Developments for this week

  • Matthew:
    • CASTOR Database - The Way Forward meeting
    • Testing quattorized disk server deployment
    • Writing plans for Investigating Alternatives to CASTOR project
    • Testing new puppetmaster server
  • Shaun:
    • Make LSF pending jobs information available to CMS
    • Catch up with SRM developments
    • Keep trying the get SRM rate monitoring into castormon
    • APR (cont...)
  • Chris:
    • ..
  • Richard:
    • Continuing with p/p stress testing
  • Brian:
    • ..
  • Jens:
    • ..

Operations Issues

  • Number of pending jobs in CMS increased substantially, resulting in a callout.

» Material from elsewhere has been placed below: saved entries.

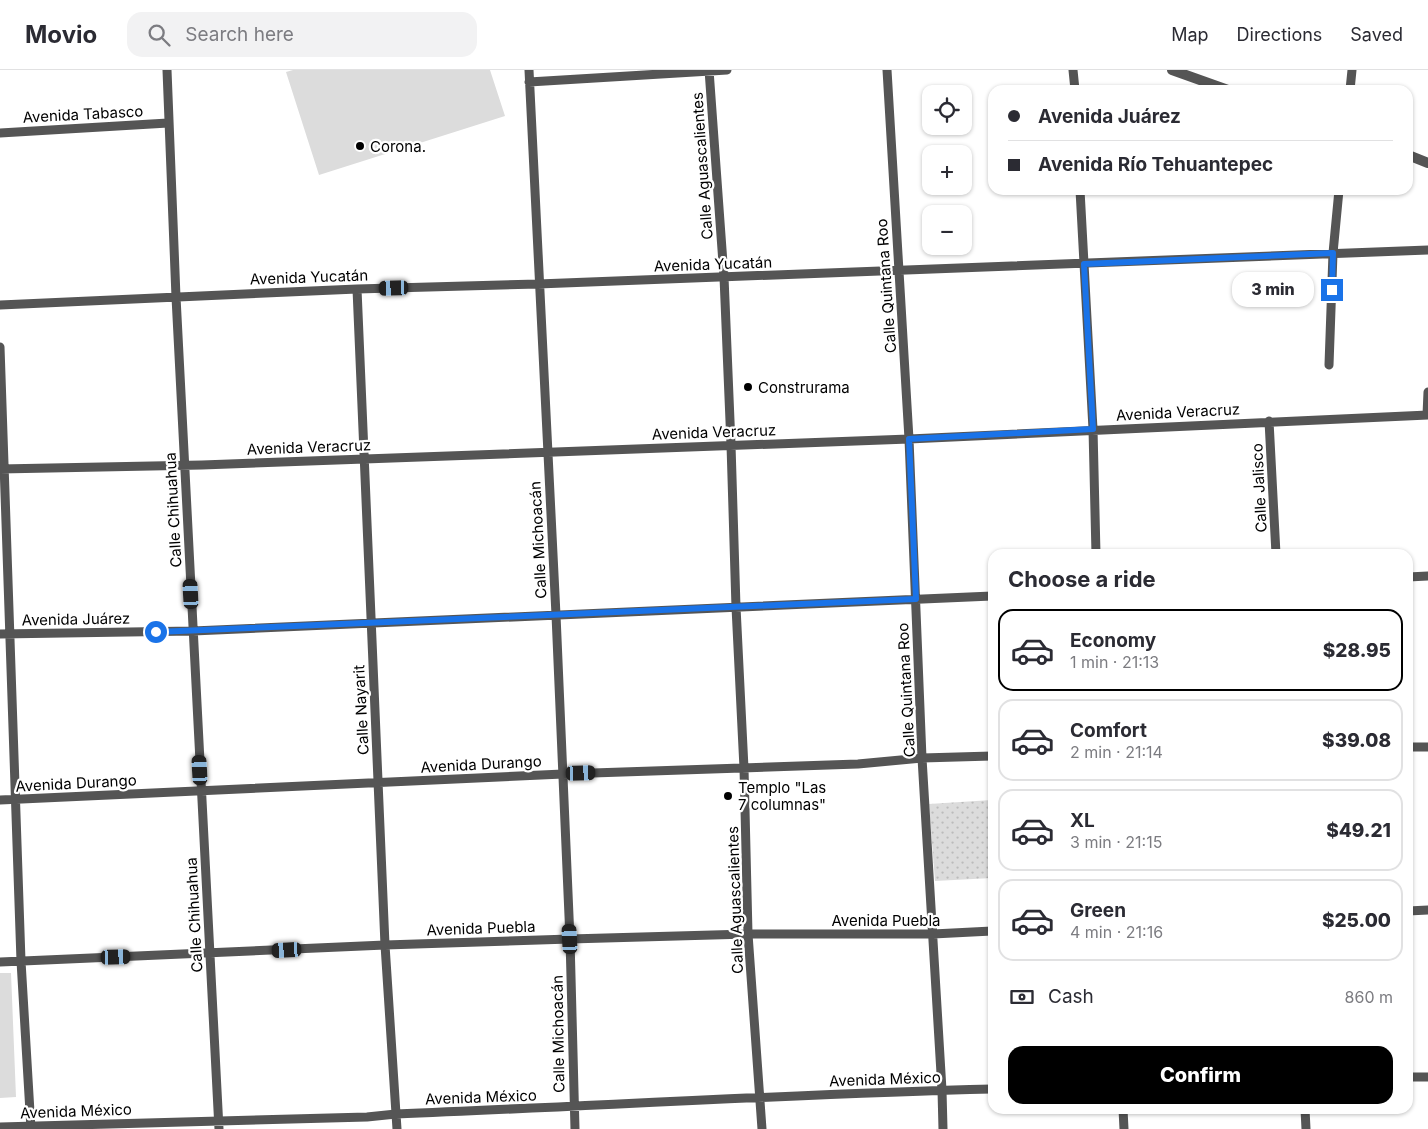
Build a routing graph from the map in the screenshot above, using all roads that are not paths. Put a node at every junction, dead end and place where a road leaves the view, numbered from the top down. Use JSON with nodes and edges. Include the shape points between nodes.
{"nodes":[{"id":1,"x":166,"y":70,"type":"edge"},
{"id":2,"x":529,"y":70,"type":"edge"},
{"id":3,"x":727,"y":70,"type":"edge"},
{"id":4,"x":887,"y":70,"type":"edge"},
{"id":5,"x":1074,"y":70,"type":"edge"},
{"id":6,"x":1172,"y":70,"type":"edge"},
{"id":7,"x":1352,"y":70,"type":"edge"},
{"id":8,"x":709,"y":71,"type":"edge"},
{"id":9,"x":529,"y":82,"type":"junction"},
{"id":10,"x":1075,"y":85,"type":"edge"},
{"id":11,"x":1214,"y":85,"type":"edge"},
{"id":12,"x":1350,"y":85,"type":"edge"},
{"id":13,"x":168,"y":123,"type":"junction"},
{"id":14,"x":0,"y":133,"type":"edge"},
{"id":15,"x":1413,"y":157,"type":"edge"},
{"id":16,"x":1428,"y":163,"type":"edge"},
{"id":17,"x":1080,"y":195,"type":"edge"},
{"id":18,"x":1339,"y":195,"type":"edge"},
{"id":19,"x":1428,"y":250,"type":"edge"},
{"id":20,"x":1333,"y":253,"type":"junction"},
{"id":21,"x":1084,"y":264,"type":"junction"},
{"id":22,"x":898,"y":271,"type":"junction"},
{"id":23,"x":724,"y":277,"type":"junction"},
{"id":24,"x":538,"y":284,"type":"junction"},
{"id":25,"x":357,"y":289,"type":"junction"},
{"id":26,"x":176,"y":297,"type":"junction"},
{"id":27,"x":0,"y":304,"type":"edge"},
{"id":28,"x":0,"y":347,"type":"edge"},
{"id":29,"x":1329,"y":365,"type":"dead end"},
{"id":30,"x":1428,"y":392,"type":"edge"},
{"id":31,"x":1427,"y":415,"type":"edge"},
{"id":32,"x":1269,"y":421,"type":"junction"},
{"id":33,"x":1093,"y":429,"type":"junction"},
{"id":34,"x":909,"y":439,"type":"junction"},
{"id":35,"x":731,"y":445,"type":"junction"},
{"id":36,"x":548,"y":452,"type":"junction"},
{"id":37,"x":366,"y":458,"type":"junction"},
{"id":38,"x":184,"y":465,"type":"junction"},
{"id":39,"x":2,"y":469,"type":"edge"},
{"id":40,"x":1096,"y":549,"type":"edge"},
{"id":41,"x":1276,"y":549,"type":"edge"},
{"id":42,"x":1428,"y":576,"type":"edge"},
{"id":43,"x":1413,"y":577,"type":"edge"},
{"id":44,"x":988,"y":596,"type":"edge"},
{"id":45,"x":916,"y":599,"type":"junction"},
{"id":46,"x":736,"y":607,"type":"junction"},
{"id":47,"x":556,"y":615,"type":"junction"},
{"id":48,"x":371,"y":623,"type":"junction"},
{"id":49,"x":193,"y":631,"type":"junction"},
{"id":50,"x":5,"y":634,"type":"edge"},
{"id":51,"x":1413,"y":747,"type":"edge"},
{"id":52,"x":1428,"y":747,"type":"edge"},
{"id":53,"x":988,"y":756,"type":"edge"},
{"id":54,"x":922,"y":758,"type":"junction"},
{"id":55,"x":744,"y":768,"type":"junction"},
{"id":56,"x":563,"y":774,"type":"junction"},
{"id":57,"x":378,"y":782,"type":"junction"},
{"id":58,"x":202,"y":790,"type":"junction"},
{"id":59,"x":0,"y":800,"type":"edge"},
{"id":60,"x":16,"y":800,"type":"junction"},
{"id":61,"x":1428,"y":910,"type":"edge"},
{"id":62,"x":1413,"y":911,"type":"edge"},
{"id":63,"x":988,"y":931,"type":"edge"},
{"id":64,"x":748,"y":934,"type":"junction"},
{"id":65,"x":933,"y":934,"type":"junction"},
{"id":66,"x":570,"y":939,"type":"junction"},
{"id":67,"x":385,"y":945,"type":"junction"},
{"id":68,"x":210,"y":954,"type":"junction"},
{"id":69,"x":21,"y":961,"type":"junction"},
{"id":70,"x":0,"y":962,"type":"edge"},
{"id":71,"x":1413,"y":1077,"type":"edge"},
{"id":72,"x":1428,"y":1077,"type":"edge"},
{"id":73,"x":988,"y":1089,"type":"edge"},
{"id":74,"x":942,"y":1090,"type":"junction"},
{"id":75,"x":760,"y":1097,"type":"junction"},
{"id":76,"x":573,"y":1107,"type":"junction"},
{"id":77,"x":396,"y":1114,"type":"junction"},
{"id":78,"x":1123,"y":1114,"type":"edge"},
{"id":79,"x":1305,"y":1114,"type":"edge"},
{"id":80,"x":219,"y":1125,"type":"edge"},
{"id":81,"x":0,"y":1128,"type":"edge"},
{"id":82,"x":30,"y":1128,"type":"edge"},
{"id":83,"x":397,"y":1129,"type":"edge"},
{"id":84,"x":574,"y":1129,"type":"edge"},
{"id":85,"x":762,"y":1129,"type":"edge"},
{"id":86,"x":943,"y":1129,"type":"edge"},
{"id":87,"x":1124,"y":1129,"type":"edge"},
{"id":88,"x":1306,"y":1129,"type":"edge"}],
"edges":[{"from":1,"to":13,"type":"street","name":"Calle Chihuahua"},
{"from":2,"to":9,"type":"street","name":"Calle Michoacán"},
{"from":3,"to":8,"type":"street"},
{"from":4,"to":22,"type":"street","name":"Calle Quintana Roo"},
{"from":5,"to":10,"type":"street"},
{"from":6,"to":11,"type":"street"},
{"from":7,"to":12,"type":"street"},
{"from":8,"to":9,"type":"street"},
{"from":8,"to":23,"type":"street","name":"Calle Aguascalientes"},
{"from":9,"to":24,"type":"street","name":"Calle Michoacán"},
{"from":13,"to":14,"type":"street","name":"Avenida Tabasco"},
{"from":13,"to":26,"type":"street","name":"Calle Chihuahua"},
{"from":15,"to":16,"type":"street"},
{"from":17,"to":21,"type":"street"},
{"from":18,"to":20,"type":"street"},
{"from":19,"to":20,"type":"street","name":"Avenida Yucatán"},
{"from":20,"to":21,"type":"street","name":"Avenida Yucatán"},
{"from":20,"to":29,"type":"street"},
{"from":21,"to":22,"type":"street","name":"Avenida Yucatán"},
{"from":21,"to":33,"type":"street"},
{"from":22,"to":23,"type":"street","name":"Avenida Yucatán"},
{"from":22,"to":34,"type":"street","name":"Calle Quintana Roo"},
{"from":23,"to":24,"type":"street","name":"Avenida Yucatán"},
{"from":23,"to":35,"type":"street","name":"Calle Aguascalientes"},
{"from":24,"to":25,"type":"street","name":"Avenida Yucatán"},
{"from":24,"to":36,"type":"street","name":"Calle Michoacán"},
{"from":25,"to":26,"type":"street","name":"Avenida Yucatán"},
{"from":25,"to":37,"type":"street","name":"Calle Nayarit"},
{"from":26,"to":27,"type":"street","name":"Avenida Yucatán"},
{"from":26,"to":38,"type":"street","name":"Calle Chihuahua"},
{"from":28,"to":39,"type":"street"},
{"from":30,"to":31,"type":"street"},
{"from":31,"to":32,"type":"street","name":"Avenida Veracruz"},
{"from":32,"to":33,"type":"street","name":"Avenida Veracruz"},
{"from":32,"to":41,"type":"street","name":"Calle Jalisco"},
{"from":33,"to":34,"type":"street","name":"Avenida Veracruz"},
{"from":33,"to":40,"type":"street"},
{"from":34,"to":35,"type":"street","name":"Avenida Veracruz"},
{"from":34,"to":45,"type":"street","name":"Calle Quintana Roo"},
{"from":35,"to":36,"type":"street","name":"Avenida Veracruz"},
{"from":35,"to":46,"type":"street","name":"Calle Aguascalientes"},
{"from":36,"to":37,"type":"street","name":"Avenida Veracruz"},
{"from":36,"to":47,"type":"street","name":"Calle Michoacán"},
{"from":37,"to":38,"type":"street","name":"Avenida Veracruz"},
{"from":37,"to":48,"type":"street","name":"Calle Nayarit"},
{"from":38,"to":39,"type":"street","name":"Avenida Veracruz"},
{"from":38,"to":49,"type":"street","name":"Calle Chihuahua"},
{"from":39,"to":50,"type":"street"},
{"from":42,"to":43,"type":"street"},
{"from":44,"to":45,"type":"street","name":"Avenida Juárez"},
{"from":45,"to":46,"type":"street","name":"Avenida Juárez"},
{"from":45,"to":54,"type":"street","name":"Calle Quintana Roo"},
{"from":46,"to":47,"type":"street","name":"Avenida Juárez"},
{"from":46,"to":55,"type":"street","name":"Calle Aguascalientes"},
{"from":47,"to":48,"type":"street","name":"Avenida Juárez"},
{"from":47,"to":56,"type":"street","name":"Calle Michoacán"},
{"from":48,"to":49,"type":"street","name":"Avenida Juárez"},
{"from":48,"to":57,"type":"street","name":"Calle Nayarit"},
{"from":49,"to":50,"type":"street","name":"Avenida Juárez"},
{"from":49,"to":58,"type":"street","name":"Calle Chihuahua"},
{"from":50,"to":60,"type":"street"},
{"from":51,"to":52,"type":"street"},
{"from":53,"to":54,"type":"street","name":"Avenida Durango"},
{"from":54,"to":55,"type":"street","name":"Avenida Durango"},
{"from":54,"to":65,"type":"street","name":"Calle Quintana Roo"},
{"from":55,"to":56,"type":"street","name":"Avenida Durango"},
{"from":55,"to":64,"type":"street","name":"Calle Aguascalientes"},
{"from":56,"to":57,"type":"street","name":"Avenida Durango"},
{"from":56,"to":66,"type":"street","name":"Calle Michoacán"},
{"from":57,"to":58,"type":"street","name":"Avenida Durango"},
{"from":57,"to":67,"type":"street","name":"Calle Nayarit"},
{"from":58,"to":60,"type":"street","name":"Avenida Durango"},
{"from":58,"to":68,"type":"street","name":"Calle Chihuahua"},
{"from":59,"to":60,"type":"street","name":"Avenida Durango"},
{"from":60,"to":69,"type":"street"},
{"from":61,"to":62,"type":"street"},
{"from":63,"to":65,"type":"street","name":"Avenida Puebla"},
{"from":64,"to":65,"type":"street","name":"Avenida Puebla"},
{"from":64,"to":66,"type":"street","name":"Avenida Puebla"},
{"from":64,"to":75,"type":"street","name":"Calle Aguascalientes"},
{"from":65,"to":74,"type":"street","name":"Calle Quintana Roo"},
{"from":66,"to":67,"type":"street","name":"Avenida Puebla"},
{"from":66,"to":76,"type":"street","name":"Calle Michoacán"},
{"from":67,"to":68,"type":"street","name":"Avenida Puebla"},
{"from":67,"to":77,"type":"street","name":"Calle Nayarit"},
{"from":68,"to":69,"type":"street","name":"Avenida Puebla"},
{"from":68,"to":80,"type":"street","name":"Calle Chihuahua"},
{"from":69,"to":70,"type":"street","name":"Avenida Puebla"},
{"from":69,"to":82,"type":"street"},
{"from":71,"to":72,"type":"street"},
{"from":73,"to":74,"type":"street","name":"Avenida México"},
{"from":74,"to":75,"type":"street","name":"Avenida México"},
{"from":74,"to":86,"type":"street","name":"Calle Quintana Roo"},
{"from":75,"to":76,"type":"street","name":"Avenida México"},
{"from":75,"to":85,"type":"street","name":"Calle Aguascalientes"},
{"from":76,"to":77,"type":"street","name":"Avenida México"},
{"from":76,"to":84,"type":"street","name":"Calle Michoacán"},
{"from":77,"to":80,"type":"street","name":"Avenida México"},
{"from":77,"to":83,"type":"street","name":"Calle Nayarit"},
{"from":78,"to":87,"type":"street"},
{"from":79,"to":88,"type":"street"},
{"from":80,"to":82,"type":"street","name":"Avenida México"},
{"from":81,"to":82,"type":"street","name":"Avenida México"}]}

Will make castormon data files available to provide feedback to PheDeX to avoid overloading CASTOR in the future.
  • gdss420 was found to be missing its /exportstage/castor* partitions during deployment into atlasNonProd

Blocking issues

  • Preprod stress testing taking longer than anticipated. We are cutting back the number of tests from 10k->5k and file size tests to only 100Mb and 2Gb

Planned, Scheduled and Cancelled Interventions

Entries in/planned to go to GOCDB

Description Start End Type Affected VO(s)
Add new node to database SAN for running backups 28/4/10 1015 28/4/10 1430 At risk Downtime

Advanced Planning

  • Upgrade to 2.1.8/2.1.9 2010
  • Upgrade to SRM 2.8-6 after testing is complete
  • ATLAS want to know how much capacity is available in disabled servers (published as Capability). Low priority CIP change to do this.
  • CASTOR Instance for Non LHC 2010Q2
  • Install/enable gridftp-internal on Gen (Before 2.1.8 upgrade)

Staffing

  • Castor on Call person: Shaun
  • Staff absences:
    • Matthew (Tues morning)
    • Jens (Mon-Wed)